== What this task involves ==
Filter task. Return each line of the material that holds the string "image".

== Raw data ==
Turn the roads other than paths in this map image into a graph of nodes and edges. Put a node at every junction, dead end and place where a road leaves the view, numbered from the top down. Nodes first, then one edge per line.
==
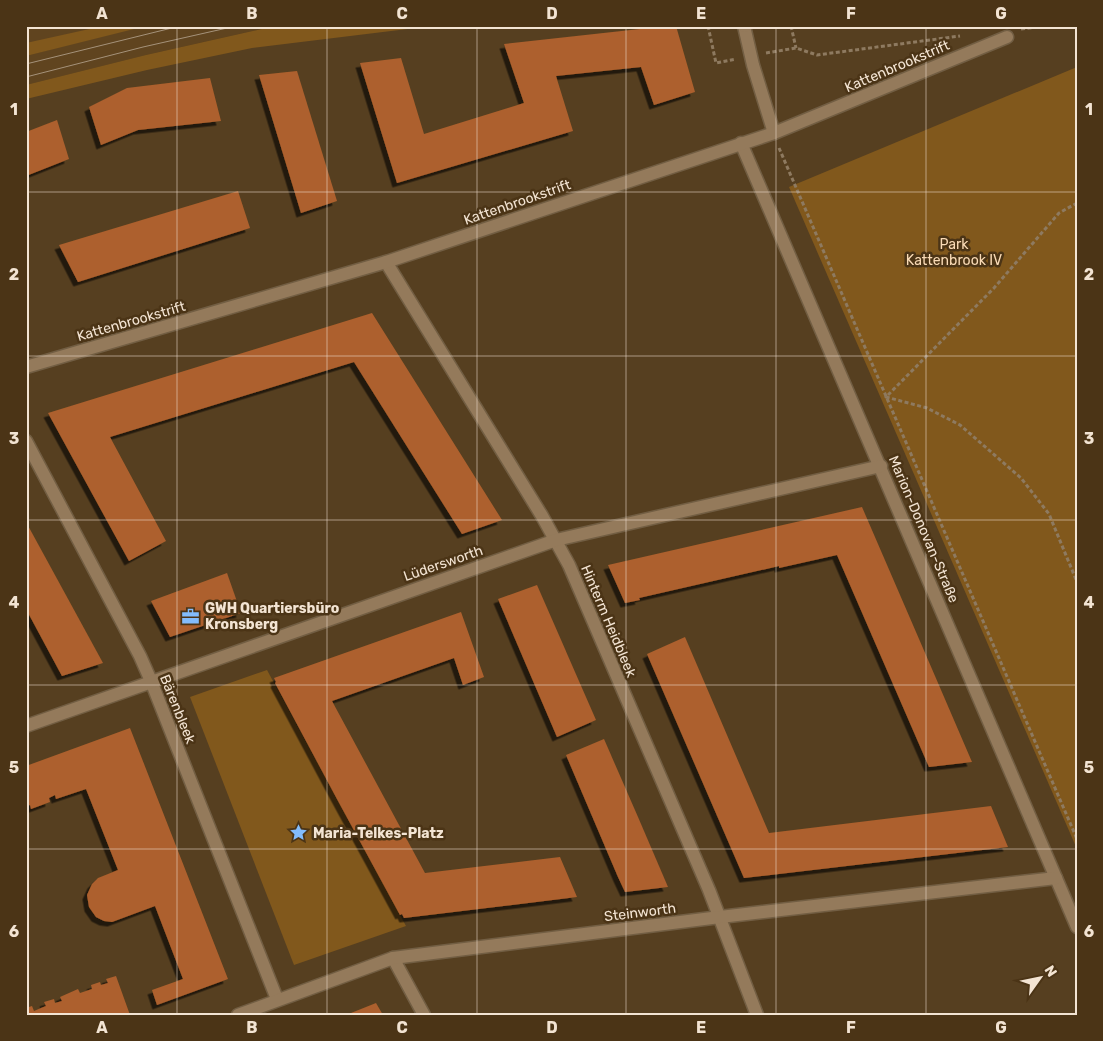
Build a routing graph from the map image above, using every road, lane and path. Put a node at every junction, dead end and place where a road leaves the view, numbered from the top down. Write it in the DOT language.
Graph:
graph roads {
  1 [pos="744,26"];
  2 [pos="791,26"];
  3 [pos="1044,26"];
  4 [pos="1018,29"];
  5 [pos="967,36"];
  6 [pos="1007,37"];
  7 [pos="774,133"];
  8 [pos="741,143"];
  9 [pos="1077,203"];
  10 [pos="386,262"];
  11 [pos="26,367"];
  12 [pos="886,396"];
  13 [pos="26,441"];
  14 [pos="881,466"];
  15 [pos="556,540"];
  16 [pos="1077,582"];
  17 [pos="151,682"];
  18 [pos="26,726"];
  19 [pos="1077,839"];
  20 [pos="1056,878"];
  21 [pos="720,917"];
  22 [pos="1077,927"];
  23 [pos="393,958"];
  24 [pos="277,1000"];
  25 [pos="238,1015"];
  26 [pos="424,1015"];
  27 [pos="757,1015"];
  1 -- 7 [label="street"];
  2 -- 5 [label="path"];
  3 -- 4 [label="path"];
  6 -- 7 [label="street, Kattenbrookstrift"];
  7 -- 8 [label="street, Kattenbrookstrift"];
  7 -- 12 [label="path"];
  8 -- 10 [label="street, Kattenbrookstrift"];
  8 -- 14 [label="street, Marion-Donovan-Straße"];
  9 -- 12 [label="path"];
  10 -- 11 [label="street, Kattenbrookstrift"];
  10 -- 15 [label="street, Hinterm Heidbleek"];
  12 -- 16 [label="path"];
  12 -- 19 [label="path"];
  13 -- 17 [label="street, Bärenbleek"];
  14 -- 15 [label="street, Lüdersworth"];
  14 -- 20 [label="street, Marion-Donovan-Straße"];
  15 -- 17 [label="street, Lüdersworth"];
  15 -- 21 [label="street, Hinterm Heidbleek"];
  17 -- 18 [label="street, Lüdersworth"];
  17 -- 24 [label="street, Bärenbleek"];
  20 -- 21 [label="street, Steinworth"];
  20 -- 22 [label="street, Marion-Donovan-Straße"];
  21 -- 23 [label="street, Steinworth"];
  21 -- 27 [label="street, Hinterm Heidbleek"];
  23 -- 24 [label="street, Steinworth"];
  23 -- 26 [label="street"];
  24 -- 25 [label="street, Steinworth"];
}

== Exercise answer ==
Turn the roads other than paths in this map image into a graph of nodes and edges. Put a node at every junction, dead end and place where a road leaves the view, numbered from the top down. Nodes first, then one edge per line.
Build a routing graph from the map image above, using every road, lane and path. Put a node at every junction, dead end and place where a road leaves the view, numbered from the top down. Write it in the DOT language.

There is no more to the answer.